Zana
The Legend:
In the mid-eighteenth century, hunters in the Ochamchir region
of Georgia (a Province of Russia on the edge of the Black sea) captured
a 'wild woman' who had ape-like features, a massive bosom, thick
arms, legs, and fingers, and was covered with hair. This 'wild woman',
named Zana by her captors, was so violent at first that she had
to spend many years in a cage with food being tossed to her. Eventually,
she was domesticated and would perform simple tasks, like grinding
corn. She had an incredible endurance against cold, and couldn't
stand to be in a heated room.
She enjoyed gorging herself on grapes from the vine, and also had
a weakness for wines, often drinking so heavily she would sleep
for hours. As Colin Wilson points out in The Encyclopedia of Unsolved
Mysteries, this is likely how she became the mother of many children
to different fathers. These children usually died when she tried
to wash them in the freezing river, a mistake that is understandible
if she expected the children to have her own resistance to cold;
but being half Homo sapiens, they just froze. The villagers just
started to take her children away from her and raise them as their
own; unlike their mother, the children developed the ability to
communicate as well as any other villager.

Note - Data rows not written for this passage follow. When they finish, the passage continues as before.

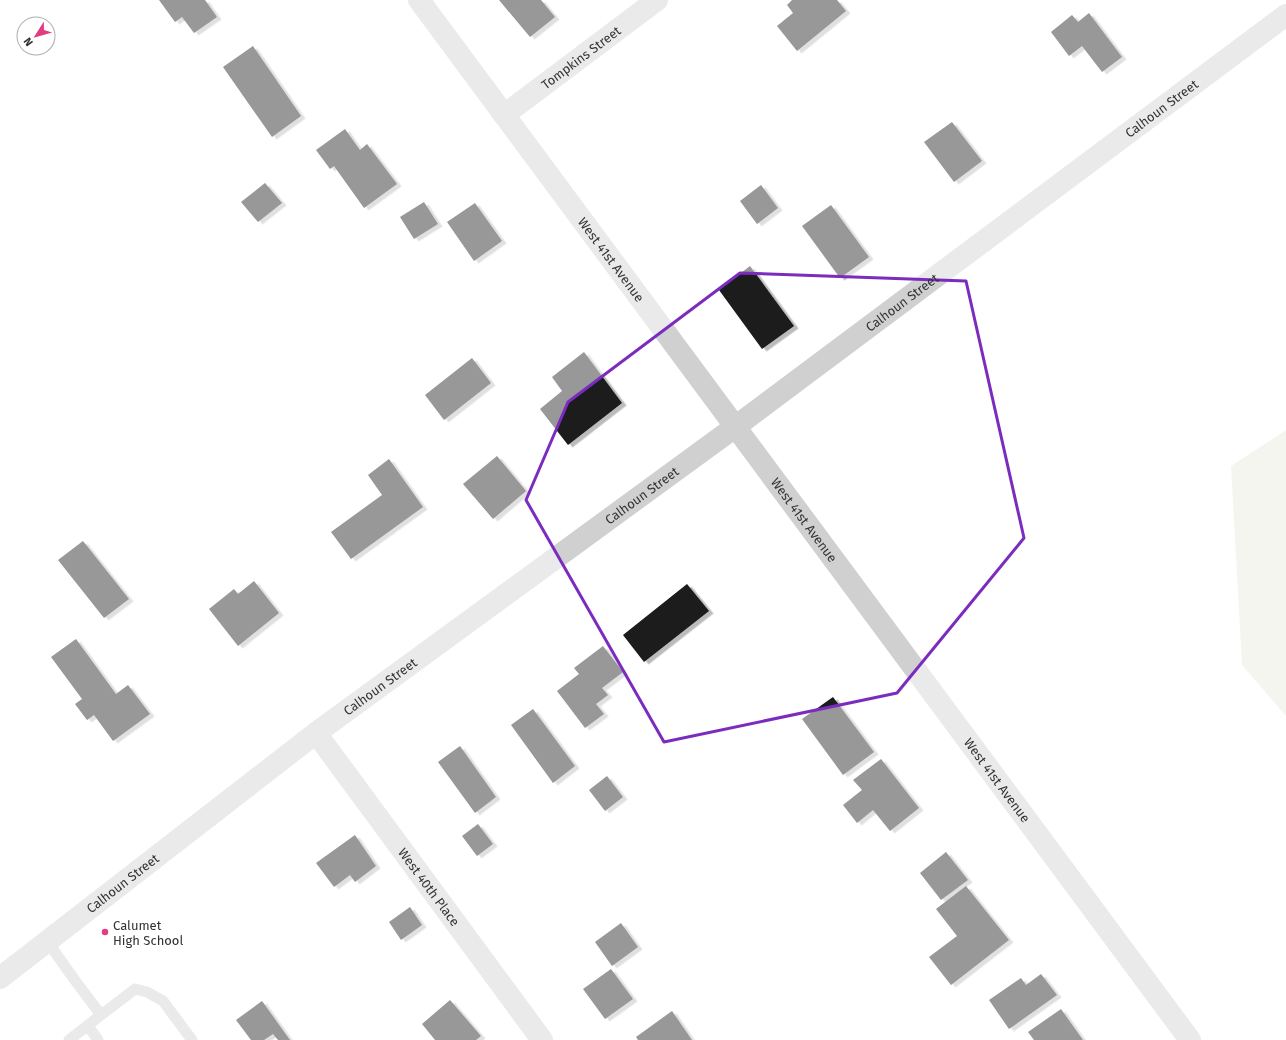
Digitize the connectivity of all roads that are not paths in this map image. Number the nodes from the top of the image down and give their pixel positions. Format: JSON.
{"nodes":[{"id":1,"x":419,"y":0,"type":"edge"},
{"id":2,"x":657,"y":0,"type":"edge"},
{"id":3,"x":1286,"y":15,"type":"edge"},
{"id":4,"x":504,"y":115,"type":"junction"},
{"id":5,"x":735,"y":427,"type":"junction"},
{"id":6,"x":316,"y":733,"type":"junction"},
{"id":7,"x":48,"y":941,"type":"junction"},
{"id":8,"x":0,"y":978,"type":"edge"},
{"id":9,"x":101,"y":1015,"type":"junction"},
{"id":10,"x":88,"y":1026,"type":"junction"},
{"id":11,"x":69,"y":1040,"type":"edge"},
{"id":12,"x":98,"y":1040,"type":"edge"},
{"id":13,"x":192,"y":1040,"type":"edge"},
{"id":14,"x":542,"y":1040,"type":"edge"},
{"id":15,"x":1190,"y":1040,"type":"edge"}],
"edges":[{"from":1,"to":4,"type":"street","name":"West 41st Avenue"},
{"from":2,"to":4,"type":"street","name":"Tompkins Street"},
{"from":3,"to":5,"type":"street","name":"Calhoun Street"},
{"from":4,"to":5,"type":"street","name":"West 41st Avenue"},
{"from":5,"to":6,"type":"street","name":"Calhoun Street"},
{"from":5,"to":15,"type":"street","name":"West 41st Avenue"},
{"from":6,"to":7,"type":"street","name":"Calhoun Street"},
{"from":6,"to":14,"type":"street","name":"West 40th Place"},
{"from":7,"to":8,"type":"street","name":"Calhoun Street"},
{"from":7,"to":9,"type":"lane"},
{"from":9,"to":10,"type":"lane"},
{"from":9,"to":13,"type":"lane"},
{"from":10,"to":11,"type":"lane"},
{"from":10,"to":12,"type":"lane"}]}
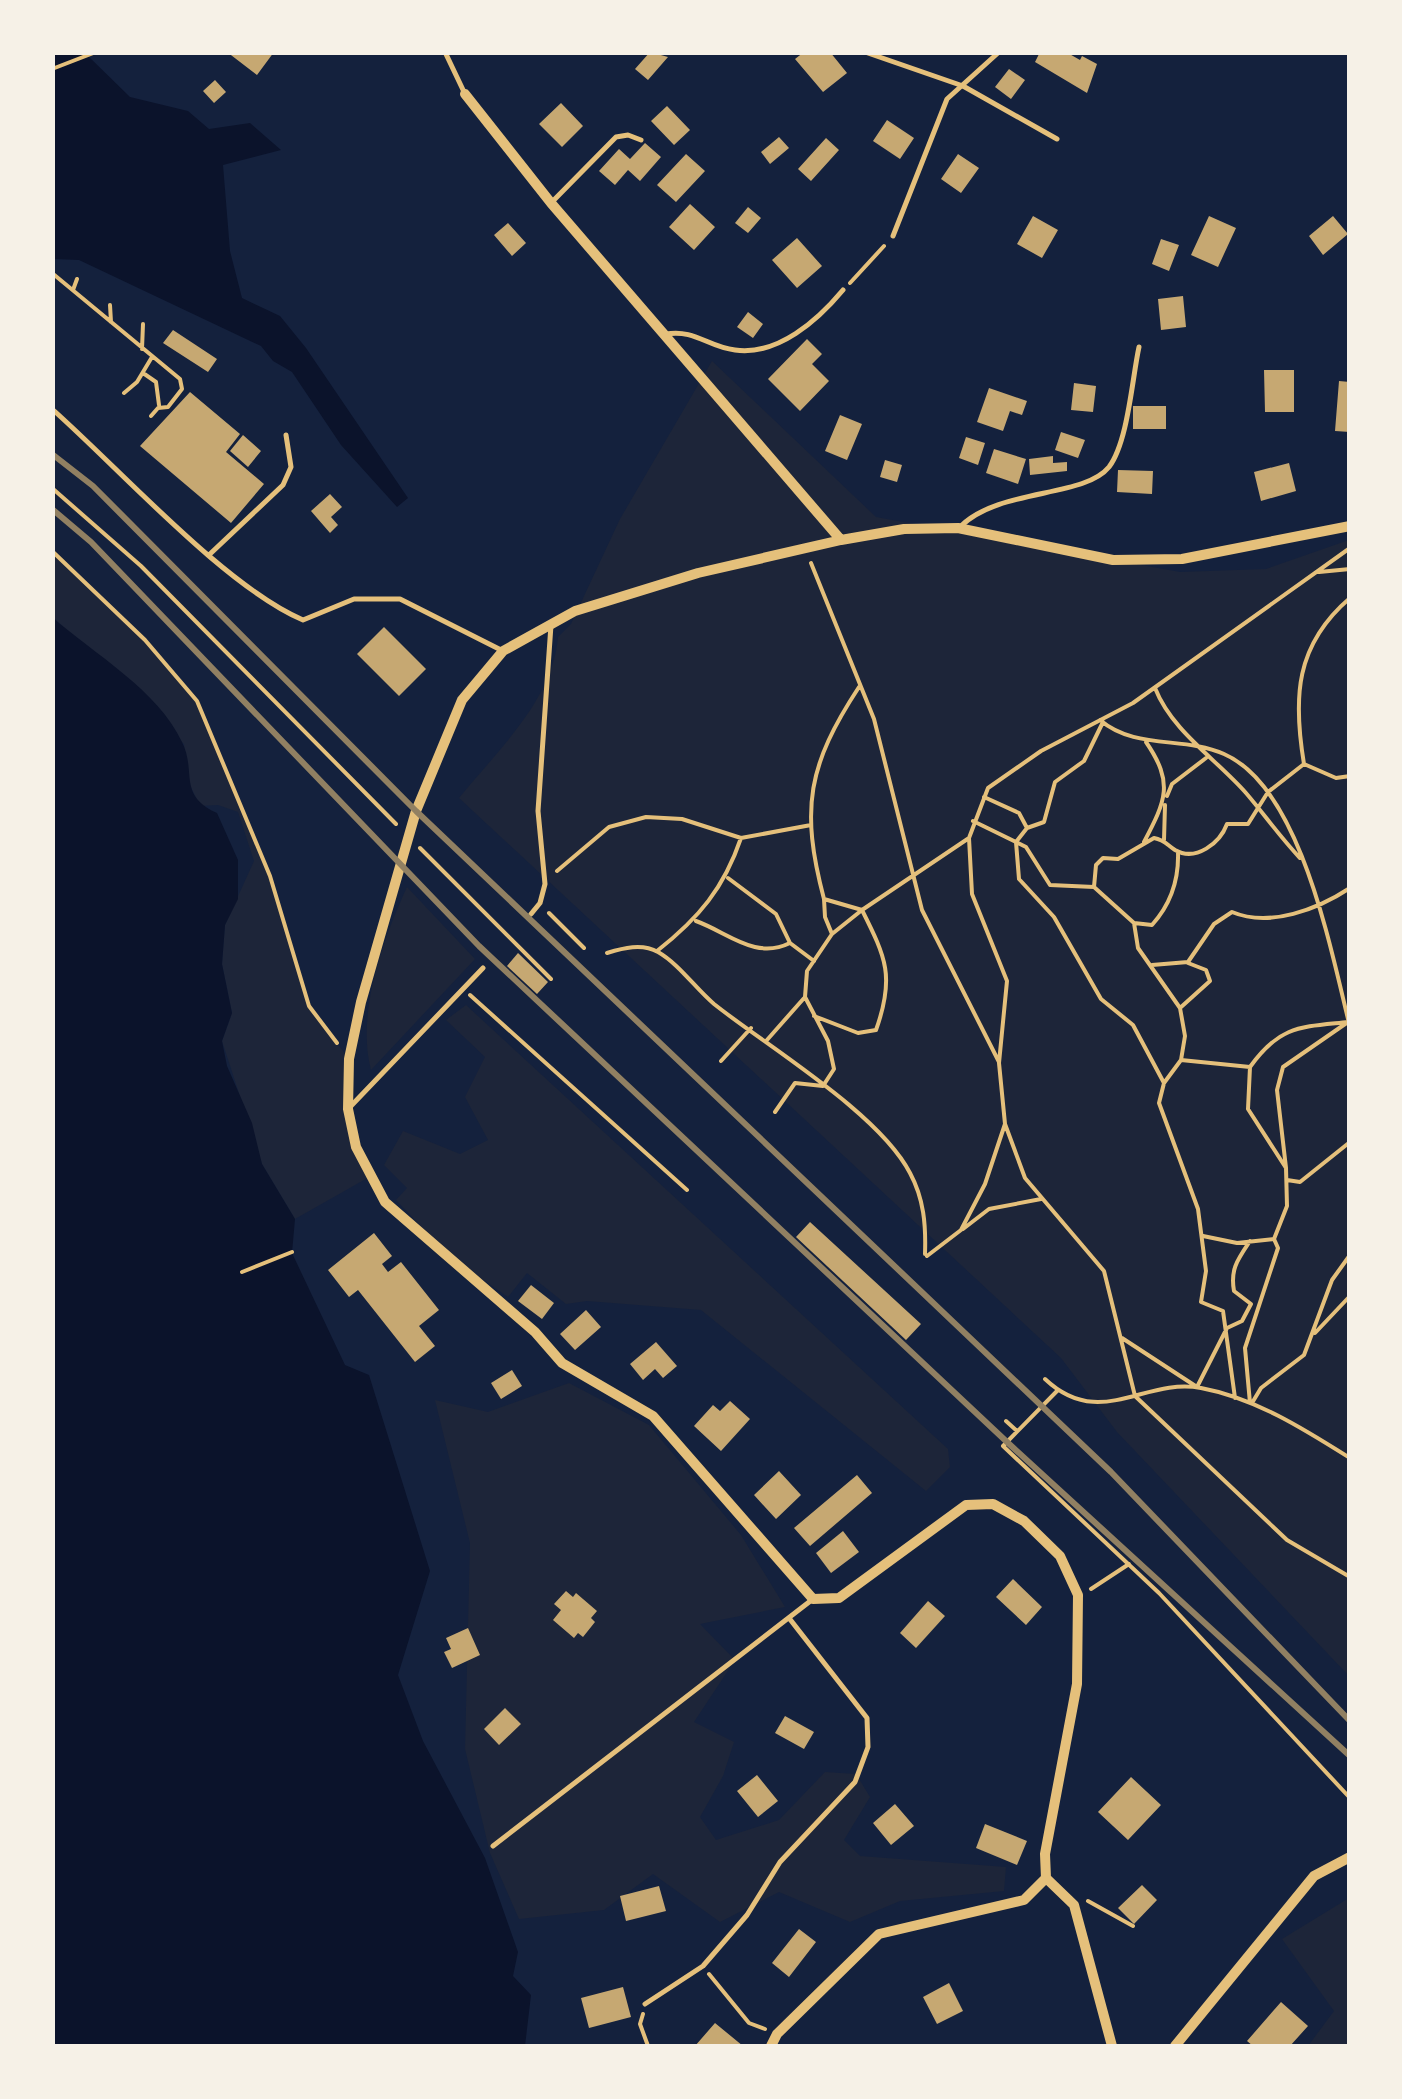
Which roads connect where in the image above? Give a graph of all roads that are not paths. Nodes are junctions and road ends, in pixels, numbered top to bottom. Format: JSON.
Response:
{"nodes":[{"id":1,"x":446,"y":52,"type":"edge"},
{"id":2,"x":865,"y":52,"type":"edge"},
{"id":3,"x":999,"y":52,"type":"edge"},
{"id":4,"x":963,"y":86,"type":"junction"},
{"id":5,"x":465,"y":94,"type":"joint"},
{"id":6,"x":1057,"y":139,"type":"dead end"},
{"id":7,"x":641,"y":140,"type":"dead end"},
{"id":8,"x":551,"y":203,"type":"junction"},
{"id":9,"x":892,"y":236,"type":"road end"},
{"id":10,"x":844,"y":290,"type":"road end"},
{"id":11,"x":666,"y":334,"type":"junction"},
{"id":12,"x":1138,"y":347,"type":"dead end"},
{"id":13,"x":52,"y":409,"type":"edge"},
{"id":14,"x":286,"y":436,"type":"dead end"},
{"id":15,"x":1350,"y":526,"type":"edge"},
{"id":16,"x":958,"y":528,"type":"junction"},
{"id":17,"x":841,"y":540,"type":"junction"},
{"id":18,"x":210,"y":554,"type":"junction"},
{"id":19,"x":551,"y":622,"type":"junction"},
{"id":20,"x":503,"y":650,"type":"junction"},
{"id":21,"x":531,"y":914,"type":"dead end"},
{"id":22,"x":483,"y":968,"type":"dead end"},
{"id":23,"x":348,"y":1109,"type":"junction"},
{"id":24,"x":812,"y":1600,"type":"junction"},
{"id":25,"x":789,"y":1618,"type":"junction"},
{"id":26,"x":493,"y":1846,"type":"dead end"},
{"id":27,"x":1350,"y":1858,"type":"edge"},
{"id":28,"x":1046,"y":1878,"type":"junction"},
{"id":29,"x":645,"y":2004,"type":"road end"},
{"id":30,"x":771,"y":2046,"type":"edge"},
{"id":31,"x":1112,"y":2046,"type":"edge"},
{"id":32,"x":1175,"y":2046,"type":"edge"}],
"edges":[{"from":1,"to":5,"type":"lane"},
{"from":2,"to":4,"type":"lane"},
{"from":3,"to":4,"type":"lane"},
{"from":4,"to":6,"type":"lane"},
{"from":4,"to":9,"type":"lane"},
{"from":5,"to":8,"type":"street"},
{"from":7,"to":8,"type":"lane"},
{"from":8,"to":11,"type":"street"},
{"from":10,"to":11,"type":"lane"},
{"from":11,"to":17,"type":"street"},
{"from":12,"to":16,"type":"lane"},
{"from":13,"to":18,"type":"lane"},
{"from":14,"to":18,"type":"lane"},
{"from":15,"to":16,"type":"street"},
{"from":16,"to":17,"type":"street"},
{"from":17,"to":19,"type":"street"},
{"from":18,"to":20,"type":"lane"},
{"from":19,"to":20,"type":"street"},
{"from":19,"to":21,"type":"lane"},
{"from":20,"to":23,"type":"street"},
{"from":22,"to":23,"type":"lane"},
{"from":23,"to":24,"type":"street"},
{"from":24,"to":25,"type":"lane"},
{"from":24,"to":28,"type":"street"},
{"from":25,"to":26,"type":"lane"},
{"from":25,"to":29,"type":"lane"},
{"from":27,"to":32,"type":"street"},
{"from":28,"to":30,"type":"street"},
{"from":28,"to":31,"type":"street"}]}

Zana died in the village about 1890; the youngest of her children
died in 1954. Her story was researched by Professor Porchnev who
interviewed many old people (one as old as a hundred and five) who
remembered Zana, as well as two of her grandchildren. the grandchildren
had dark skin and a Negroid look, and the grandson, named Shalikula,
had jaws so powerful that he could lift a chair with a man sitting
in it.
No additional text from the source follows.